--- Task brief ---
Restate the records below word for word.

--- Data supplied ---
--- START ---

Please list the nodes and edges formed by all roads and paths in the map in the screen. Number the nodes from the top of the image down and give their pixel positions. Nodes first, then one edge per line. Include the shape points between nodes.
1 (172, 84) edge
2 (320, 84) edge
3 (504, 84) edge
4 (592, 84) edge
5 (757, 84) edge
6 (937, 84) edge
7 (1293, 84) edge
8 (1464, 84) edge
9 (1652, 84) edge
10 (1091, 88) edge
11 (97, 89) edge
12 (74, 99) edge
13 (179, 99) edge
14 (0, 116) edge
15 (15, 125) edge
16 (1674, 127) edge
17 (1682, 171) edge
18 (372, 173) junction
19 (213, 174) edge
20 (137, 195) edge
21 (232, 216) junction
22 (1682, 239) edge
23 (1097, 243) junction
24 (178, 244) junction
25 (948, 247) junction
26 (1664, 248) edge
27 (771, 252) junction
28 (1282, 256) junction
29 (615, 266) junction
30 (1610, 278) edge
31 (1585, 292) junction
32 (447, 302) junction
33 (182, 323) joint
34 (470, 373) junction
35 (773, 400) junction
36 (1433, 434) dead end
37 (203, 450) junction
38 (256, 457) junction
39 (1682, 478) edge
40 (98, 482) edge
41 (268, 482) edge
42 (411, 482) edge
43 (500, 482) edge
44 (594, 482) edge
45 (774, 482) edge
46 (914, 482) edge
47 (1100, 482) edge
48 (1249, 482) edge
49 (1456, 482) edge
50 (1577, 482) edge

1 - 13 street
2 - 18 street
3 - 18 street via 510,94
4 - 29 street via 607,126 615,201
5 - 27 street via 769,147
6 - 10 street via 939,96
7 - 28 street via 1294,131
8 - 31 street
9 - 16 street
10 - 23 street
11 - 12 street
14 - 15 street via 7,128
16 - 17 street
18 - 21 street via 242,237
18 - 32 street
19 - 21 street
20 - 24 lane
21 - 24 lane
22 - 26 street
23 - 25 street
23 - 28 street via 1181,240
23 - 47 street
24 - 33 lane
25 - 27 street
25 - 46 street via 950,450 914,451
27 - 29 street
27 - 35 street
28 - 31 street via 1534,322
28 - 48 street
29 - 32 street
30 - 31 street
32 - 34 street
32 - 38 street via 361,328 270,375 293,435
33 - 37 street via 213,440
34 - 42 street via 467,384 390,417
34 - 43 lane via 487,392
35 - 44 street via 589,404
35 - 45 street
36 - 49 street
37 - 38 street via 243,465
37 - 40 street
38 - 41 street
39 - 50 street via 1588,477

--- END ---

--- Answer to the exercise ---
Please list the nodes and edges formed by all roads and paths in the map in the screen. Number the nodes from the top of the image down and give their pixel positions. Nodes first, then one edge per line. Include the shape points between nodes.
1 (172, 84) edge
2 (320, 84) edge
3 (504, 84) edge
4 (592, 84) edge
5 (757, 84) edge
6 (937, 84) edge
7 (1293, 84) edge
8 (1464, 84) edge
9 (1652, 84) edge
10 (1091, 88) edge
11 (97, 89) edge
12 (74, 99) edge
13 (179, 99) edge
14 (0, 116) edge
15 (15, 125) edge
16 (1674, 127) edge
17 (1682, 171) edge
18 (372, 173) junction
19 (213, 174) edge
20 (137, 195) edge
21 (232, 216) junction
22 (1682, 239) edge
23 (1097, 243) junction
24 (178, 244) junction
25 (948, 247) junction
26 (1664, 248) edge
27 (771, 252) junction
28 (1282, 256) junction
29 (615, 266) junction
30 (1610, 278) edge
31 (1585, 292) junction
32 (447, 302) junction
33 (182, 323) joint
34 (470, 373) junction
35 (773, 400) junction
36 (1433, 434) dead end
37 (203, 450) junction
38 (256, 457) junction
39 (1682, 478) edge
40 (98, 482) edge
41 (268, 482) edge
42 (411, 482) edge
43 (500, 482) edge
44 (594, 482) edge
45 (774, 482) edge
46 (914, 482) edge
47 (1100, 482) edge
48 (1249, 482) edge
49 (1456, 482) edge
50 (1577, 482) edge

1 - 13 street
2 - 18 street
3 - 18 street via 510,94
4 - 29 street via 607,126 615,201
5 - 27 street via 769,147
6 - 10 street via 939,96
7 - 28 street via 1294,131
8 - 31 street
9 - 16 street
10 - 23 street
11 - 12 street
14 - 15 street via 7,128
16 - 17 street
18 - 21 street via 242,237
18 - 32 street
19 - 21 street
20 - 24 lane
21 - 24 lane
22 - 26 street
23 - 25 street
23 - 28 street via 1181,240
23 - 47 street
24 - 33 lane
25 - 27 street
25 - 46 street via 950,450 914,451
27 - 29 street
27 - 35 street
28 - 31 street via 1534,322
28 - 48 street
29 - 32 street
30 - 31 street
32 - 34 street
32 - 38 street via 361,328 270,375 293,435
33 - 37 street via 213,440
34 - 42 street via 467,384 390,417
34 - 43 lane via 487,392
35 - 44 street via 589,404
35 - 45 street
36 - 49 street
37 - 38 street via 243,465
37 - 40 street
38 - 41 street
39 - 50 street via 1588,477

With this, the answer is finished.